Он пробыл в лесу около недели и устроился вполне удобно. Внутри землянки горел огонь, и он только что приготовил себе еду. Сначала он пытался мне соврать по поводу своей части, но, поняв, что я настроен доброжелательно, все рассказал. Он провел вдали от дома более двух лет, воевал в Африке, Сицилии, Италии, а затем был переброшен во Францию.

„Все, кого я знаю и с кем я проходил подготовку, убиты или переведены в другие части. Я один. Мне обещали, что меня освободят и на мое место пришлют другого, но ничего не происходит. Я больше не могу служить в пехоте. Почему они не переведут меня в другую часть? Снаряды рвутся все ближе и ближе, и я не могу их выносить“. Он дрожал. Я дал ему высказаться и постарался, как мог, выказать свое сочувствие. Мне было бесконечно жаль его. Он был родом из Пенсильвании, образованный, хотя и не очень сообразительный. Он умолял меня позволить ему остаться еще на несколько дней, а после этого он обещал вернуться в свою роту. „Я привык к жизни в лесу, — сказал он. — Дома я часто путешествовал с палаткой“. Но, когда я объяснил, что не могу этого позволить и несколько дней все равно не помогут, он не стал спорить. „Я рад, что меня забрали вы, а не военная полиция, — сказал он и протянул мне немецкий пистолет П-38, очевидно, для него ценную вещь. — Военные полицейские отнимут его, и лучше, если вы возьмете“. Я отказывался, но потом согласился взять с условием, что после войны я перешлю пистолет ему домой. Я взял адрес его матери и верну ему пистолет когда-нибудь. Он был мне благодарен, особенно после того, как я заставил французских подростков вернуть ему немецкий полевой бинокль. Он полагал, что полицейские позволят его сохранить.

После того как подростки собрали пайки, одеяла и другие вещи, мы отправились назад через влажный лес. Дезертир был уверен, что они сообщили о нем из-за пайков, потому что они были здесь и раньше и пытались забрать их. Он сказал, что они знали, что он американец. Я был почти уверен, что он прав. Я позволил подросткам забрать еду, но одеяла и другие вещи передал в лагерь для военнопленных, а вещи дезертира и его самого передал в военную полицию.
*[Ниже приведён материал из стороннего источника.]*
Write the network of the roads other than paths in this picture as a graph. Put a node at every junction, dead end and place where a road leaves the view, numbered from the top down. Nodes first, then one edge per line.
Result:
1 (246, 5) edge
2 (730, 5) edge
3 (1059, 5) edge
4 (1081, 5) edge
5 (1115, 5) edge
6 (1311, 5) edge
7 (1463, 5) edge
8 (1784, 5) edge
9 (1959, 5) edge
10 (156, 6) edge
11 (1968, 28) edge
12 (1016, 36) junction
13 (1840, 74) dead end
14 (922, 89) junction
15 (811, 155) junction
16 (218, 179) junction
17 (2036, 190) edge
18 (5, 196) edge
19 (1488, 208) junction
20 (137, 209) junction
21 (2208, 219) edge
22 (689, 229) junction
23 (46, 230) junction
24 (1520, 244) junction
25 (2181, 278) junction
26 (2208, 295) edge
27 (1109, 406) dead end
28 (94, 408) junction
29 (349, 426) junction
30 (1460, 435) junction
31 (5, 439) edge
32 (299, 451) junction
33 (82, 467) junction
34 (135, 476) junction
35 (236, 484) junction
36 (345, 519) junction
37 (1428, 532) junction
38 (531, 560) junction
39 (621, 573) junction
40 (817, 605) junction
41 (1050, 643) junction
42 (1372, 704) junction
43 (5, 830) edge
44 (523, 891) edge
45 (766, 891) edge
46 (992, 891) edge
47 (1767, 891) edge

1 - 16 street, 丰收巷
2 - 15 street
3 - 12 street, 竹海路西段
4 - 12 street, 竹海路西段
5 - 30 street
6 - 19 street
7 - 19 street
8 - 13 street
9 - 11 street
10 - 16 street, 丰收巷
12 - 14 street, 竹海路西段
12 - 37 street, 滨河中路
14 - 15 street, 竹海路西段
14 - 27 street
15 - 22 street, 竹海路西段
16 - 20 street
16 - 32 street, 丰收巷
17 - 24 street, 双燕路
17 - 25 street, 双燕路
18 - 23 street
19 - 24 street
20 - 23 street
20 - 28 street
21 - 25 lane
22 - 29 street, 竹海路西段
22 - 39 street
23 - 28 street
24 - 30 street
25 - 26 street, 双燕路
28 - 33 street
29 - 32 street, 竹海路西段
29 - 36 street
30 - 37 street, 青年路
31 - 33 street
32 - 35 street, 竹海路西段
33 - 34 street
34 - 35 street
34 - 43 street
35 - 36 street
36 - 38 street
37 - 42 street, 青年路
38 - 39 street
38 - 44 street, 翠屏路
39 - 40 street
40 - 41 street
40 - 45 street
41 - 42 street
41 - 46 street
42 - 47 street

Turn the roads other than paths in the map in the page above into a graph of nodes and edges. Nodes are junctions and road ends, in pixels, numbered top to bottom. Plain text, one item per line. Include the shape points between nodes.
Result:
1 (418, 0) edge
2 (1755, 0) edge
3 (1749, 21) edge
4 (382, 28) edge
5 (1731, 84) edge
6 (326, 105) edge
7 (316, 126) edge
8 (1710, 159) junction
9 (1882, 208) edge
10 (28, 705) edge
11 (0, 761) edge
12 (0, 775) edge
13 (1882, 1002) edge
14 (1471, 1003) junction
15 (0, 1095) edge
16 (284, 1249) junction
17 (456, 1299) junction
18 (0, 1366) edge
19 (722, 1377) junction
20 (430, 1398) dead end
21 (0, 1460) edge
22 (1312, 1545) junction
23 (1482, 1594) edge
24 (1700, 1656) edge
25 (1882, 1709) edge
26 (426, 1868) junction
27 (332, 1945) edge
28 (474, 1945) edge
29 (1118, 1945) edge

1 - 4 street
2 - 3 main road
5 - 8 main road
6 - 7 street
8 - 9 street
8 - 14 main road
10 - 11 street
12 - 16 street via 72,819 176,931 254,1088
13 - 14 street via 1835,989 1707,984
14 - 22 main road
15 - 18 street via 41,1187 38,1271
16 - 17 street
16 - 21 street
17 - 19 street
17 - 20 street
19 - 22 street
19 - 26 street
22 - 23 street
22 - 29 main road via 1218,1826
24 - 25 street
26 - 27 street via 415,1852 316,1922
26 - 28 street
Похоже, там не удивились, и подозреваю, что они не будут его наказывать, а просто снова отошлют на фронт, как он с горечью и предсказывал.

Можно задать вопрос, который Эрнст Юнгер задавал в своем военном дневнике в 1940 году. Почему данное событие произошло именно со мной? Возможно, на это есть веская причина. Несмотря на кажущуюся произвольность всего происходящего, я все еще верю, что наши жизни направляются. Когда я перестану в это верить, я буду готов к смерти».

 

Самой странной для меня, и с сегодняшней точки зрения самой значительной, была встреча в Италии, произошедшая через несколько недель после того, как нас отправили на линию фронта. В какой-то момент у меня оказался час свободного времени. Я поднялся на один из близлежащих апеннинских холмов и оказался один под вечерним солнцем. В уходившей вверх оливковой роще постепенно исчезали признаки войны, и я поднялся на хребет холма. Здесь я встретил старика-отшельника. Он сидел на лужайке и курил старую трубку. Его ослик пасся рядом. В хижине из дерна, в которую я заглянул, были только лежанка из чистой соломы и самая незамысловатая утварь. Старик сердечно приветствовал меня, и мы разговорились, хотя общаться было трудно из-за его диалекта и моего несовершенного итальянского, выученного по книжкам. Старик курил сухую траву и расплылся в улыбке, когда я предложил ему хорошего американского табака.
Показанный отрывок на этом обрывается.